Tommie James Campbell (born September 19, 1987) is an American former professional football player who was a cornerback in the National Football League (NFL) and Canadian Football League (CFL). He was selected by the Tennessee Titans in the seventh round of the 2011 NFL draft.

==Early life==
While attending Aliquippa High School, Campbell was a multi-sport star in football, basketball and track. He was the Pennsylvania state high school sprint champion in 2005.

==College career==
He went on to play college football for the Pittsburgh Panthers (2005–2006), Edinboro Fighting Scots (2007), and California Vulcans (2010). Academic problems ended his playing career at Pitt and Edinboro, and he was working as a janitor at Pittsburgh International Airport from 2008 to 2009. Campbell was afforded a third chance to play college football by the California University of Pennsylvania. Campbell made good on the third opportunity. He appeared in all 12 games for California (Pa.). California coach John Luckhardt said that Campbell's life experiences had helped him mature and quipped, "One of the things he said was that cleaning toilets at 12 o'clock at night really got his attention." Campbell, in turn, has expressed his gratitude to Coach Luckhardt for giving him another chance: "Cal gave me another shot at pursuing my dream, which is to be a success in the NFL." Based on his comeback performance in 2010, Campbell was one of only eight Division II players to participate in the 2011 Eastham Energy All-Star Game in Arizona. He also participated in the Cactus Bowl (Division II All Star Game) in Texas. Campbell ran a 4.31 40-yard dash at the Cactus Bowl, ranking third among the 300-plus prospects at the event.

==Professional career==
===Tennessee Titans===
Campbell was selected by the Tennessee Titans in the seventh round of the 2011 NFL draft with the 251st overall pick. On August 29, 2014, he was released.

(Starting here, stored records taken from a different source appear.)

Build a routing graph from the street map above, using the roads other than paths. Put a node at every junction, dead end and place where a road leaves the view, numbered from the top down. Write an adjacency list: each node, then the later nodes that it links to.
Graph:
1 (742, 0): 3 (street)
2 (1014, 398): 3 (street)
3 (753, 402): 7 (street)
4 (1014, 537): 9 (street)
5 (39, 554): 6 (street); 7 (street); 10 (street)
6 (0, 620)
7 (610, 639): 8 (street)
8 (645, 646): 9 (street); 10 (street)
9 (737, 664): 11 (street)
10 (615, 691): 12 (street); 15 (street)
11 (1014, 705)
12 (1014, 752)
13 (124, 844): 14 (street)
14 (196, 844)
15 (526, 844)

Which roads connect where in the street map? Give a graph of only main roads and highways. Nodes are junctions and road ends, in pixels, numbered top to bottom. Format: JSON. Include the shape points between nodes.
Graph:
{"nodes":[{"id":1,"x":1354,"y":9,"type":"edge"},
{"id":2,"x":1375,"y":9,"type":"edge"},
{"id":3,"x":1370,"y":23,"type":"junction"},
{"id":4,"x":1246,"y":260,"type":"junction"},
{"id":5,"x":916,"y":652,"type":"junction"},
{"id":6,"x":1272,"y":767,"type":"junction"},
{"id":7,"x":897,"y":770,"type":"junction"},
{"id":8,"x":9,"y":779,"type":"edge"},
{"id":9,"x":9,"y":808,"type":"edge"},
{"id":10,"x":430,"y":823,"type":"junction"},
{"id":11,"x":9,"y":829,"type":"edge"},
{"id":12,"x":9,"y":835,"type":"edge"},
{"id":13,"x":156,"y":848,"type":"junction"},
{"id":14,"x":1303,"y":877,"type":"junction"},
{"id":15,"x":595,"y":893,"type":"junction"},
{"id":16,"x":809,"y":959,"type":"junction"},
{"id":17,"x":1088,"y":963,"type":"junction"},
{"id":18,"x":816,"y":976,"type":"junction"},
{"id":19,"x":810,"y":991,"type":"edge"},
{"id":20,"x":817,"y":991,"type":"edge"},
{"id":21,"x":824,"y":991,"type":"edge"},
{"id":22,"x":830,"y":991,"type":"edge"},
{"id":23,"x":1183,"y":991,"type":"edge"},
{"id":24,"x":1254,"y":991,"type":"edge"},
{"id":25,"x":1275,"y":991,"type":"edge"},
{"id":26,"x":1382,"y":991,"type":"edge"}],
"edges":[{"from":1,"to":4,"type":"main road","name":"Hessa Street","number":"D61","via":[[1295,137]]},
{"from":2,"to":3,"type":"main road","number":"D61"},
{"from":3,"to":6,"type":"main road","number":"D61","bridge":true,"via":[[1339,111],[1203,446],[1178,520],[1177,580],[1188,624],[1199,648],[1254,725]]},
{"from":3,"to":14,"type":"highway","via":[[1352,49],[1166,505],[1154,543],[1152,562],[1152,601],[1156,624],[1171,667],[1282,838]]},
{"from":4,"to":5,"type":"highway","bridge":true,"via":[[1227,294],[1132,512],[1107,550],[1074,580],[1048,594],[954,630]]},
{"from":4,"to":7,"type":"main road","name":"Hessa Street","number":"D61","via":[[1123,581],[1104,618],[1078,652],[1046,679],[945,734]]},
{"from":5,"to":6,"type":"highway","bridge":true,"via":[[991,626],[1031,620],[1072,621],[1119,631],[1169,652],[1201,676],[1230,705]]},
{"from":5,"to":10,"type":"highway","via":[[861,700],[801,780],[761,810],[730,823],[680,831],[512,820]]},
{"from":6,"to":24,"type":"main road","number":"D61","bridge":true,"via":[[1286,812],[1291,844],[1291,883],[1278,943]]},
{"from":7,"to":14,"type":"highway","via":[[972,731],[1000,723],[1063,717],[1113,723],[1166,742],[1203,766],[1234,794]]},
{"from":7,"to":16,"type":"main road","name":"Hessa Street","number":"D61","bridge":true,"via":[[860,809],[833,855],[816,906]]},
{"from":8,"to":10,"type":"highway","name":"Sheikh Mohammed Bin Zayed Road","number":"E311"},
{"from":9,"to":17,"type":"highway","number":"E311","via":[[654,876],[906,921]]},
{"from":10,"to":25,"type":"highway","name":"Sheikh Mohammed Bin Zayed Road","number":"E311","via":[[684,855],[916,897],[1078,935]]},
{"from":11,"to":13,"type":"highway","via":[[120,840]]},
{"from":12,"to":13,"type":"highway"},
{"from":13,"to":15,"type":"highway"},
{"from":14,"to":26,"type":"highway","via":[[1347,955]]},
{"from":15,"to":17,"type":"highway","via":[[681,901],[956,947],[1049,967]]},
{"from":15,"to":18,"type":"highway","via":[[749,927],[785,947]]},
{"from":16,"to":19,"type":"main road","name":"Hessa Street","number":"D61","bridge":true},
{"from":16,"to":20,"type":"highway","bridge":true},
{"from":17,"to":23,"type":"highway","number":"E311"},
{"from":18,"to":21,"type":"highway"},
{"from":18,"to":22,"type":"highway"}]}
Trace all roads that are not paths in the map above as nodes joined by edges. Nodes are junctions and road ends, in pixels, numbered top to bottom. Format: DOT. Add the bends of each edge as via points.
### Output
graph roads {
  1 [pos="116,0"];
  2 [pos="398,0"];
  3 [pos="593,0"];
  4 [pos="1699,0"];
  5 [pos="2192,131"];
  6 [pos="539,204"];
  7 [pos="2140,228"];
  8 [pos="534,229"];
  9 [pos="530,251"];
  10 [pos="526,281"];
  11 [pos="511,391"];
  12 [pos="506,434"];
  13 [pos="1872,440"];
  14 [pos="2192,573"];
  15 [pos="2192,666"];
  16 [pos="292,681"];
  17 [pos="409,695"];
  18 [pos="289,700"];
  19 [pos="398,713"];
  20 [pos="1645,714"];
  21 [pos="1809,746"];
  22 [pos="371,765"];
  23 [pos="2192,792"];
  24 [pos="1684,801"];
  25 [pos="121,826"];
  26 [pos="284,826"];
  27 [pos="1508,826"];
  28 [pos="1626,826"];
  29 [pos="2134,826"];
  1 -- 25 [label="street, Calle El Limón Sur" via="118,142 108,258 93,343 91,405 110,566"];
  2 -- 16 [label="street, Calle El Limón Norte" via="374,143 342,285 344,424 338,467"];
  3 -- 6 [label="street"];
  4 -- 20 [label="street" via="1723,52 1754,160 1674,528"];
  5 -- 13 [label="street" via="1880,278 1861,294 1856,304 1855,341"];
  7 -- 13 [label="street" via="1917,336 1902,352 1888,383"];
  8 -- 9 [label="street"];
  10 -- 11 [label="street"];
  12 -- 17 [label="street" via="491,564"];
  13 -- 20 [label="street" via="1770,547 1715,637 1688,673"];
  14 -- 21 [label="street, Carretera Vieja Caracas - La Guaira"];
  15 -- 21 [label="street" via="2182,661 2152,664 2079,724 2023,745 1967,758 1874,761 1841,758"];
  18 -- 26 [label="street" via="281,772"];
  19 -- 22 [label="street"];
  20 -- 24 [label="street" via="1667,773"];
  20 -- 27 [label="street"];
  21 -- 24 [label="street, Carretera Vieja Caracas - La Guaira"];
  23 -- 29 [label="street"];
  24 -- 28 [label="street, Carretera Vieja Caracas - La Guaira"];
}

===Jacksonville Jaguars===
Campbell signed with the Jacksonville Jaguars after a season-ending injury to cornerback Alan Ball. He was waived on August 29, 2015.

===Calgary Stampeders===
Campbell started all 18 games and had 71 defensive tackles including a tackle for a loss, 1 special-teams tackle, 3 interceptions and 9 knockdowns, one of his interceptions being a game winning one in an overtime victory against the BC Lions in week 3. He also added four punt returns for 21 yards. He was named a West Division all-star. On January 24, 2017, Campbell turned himself into police custody after being charged with multiple drug related charges. Police believed he was selling drugs (170 grams of cocaine found in a backpack) out of his residence in Aliquippa, Pennsylvania during the CFL off-season. However, the charges were subsequently dropped as part of Pennsylvania’s “accelerated rehabilitative disposition program”, and his record cleared. Campbell returned to the Stamps for the team's 2017 training camp.

===Montreal Alouettes===
Campbell signed with the Montreal Alouettes on February 13, 2018. He was considered one of the top free agents on the market, having not allowed a touchdown during the 2017 regular season, On September 20, 2018, Campbell and the Alouettes agreed to a two-year contract extension; keeping him with the club through the 2020 season. Campbell finished the 2018 season with 38 tackles, 1 interception, and one forced fumble in 17 games played; Campbell was removed from the lineup for one game by head coach Mike Sherman for not buckling a chin strap at practice earlier in the week. Although the Alouettes finished the season out of playoff contention with a 5–13 record, Campbell and the ball-hawk Montreal defense helped improve the team's record by two wins from the previous season. Campbell got off to a fast start in 2019, forcing 3 turnovers in Montreal's first 4 games. In 16 games, Campbell made 66 tackles, 3 interceptions, and two forced fumbles, and was named a divisional All-Star. He was released by the Alouettes on January 31, 2020.

===Toronto Argonauts===
On February 5, 2020, Campbell signed with the Toronto Argonauts. He announced his retirement from football on December 30, 2020.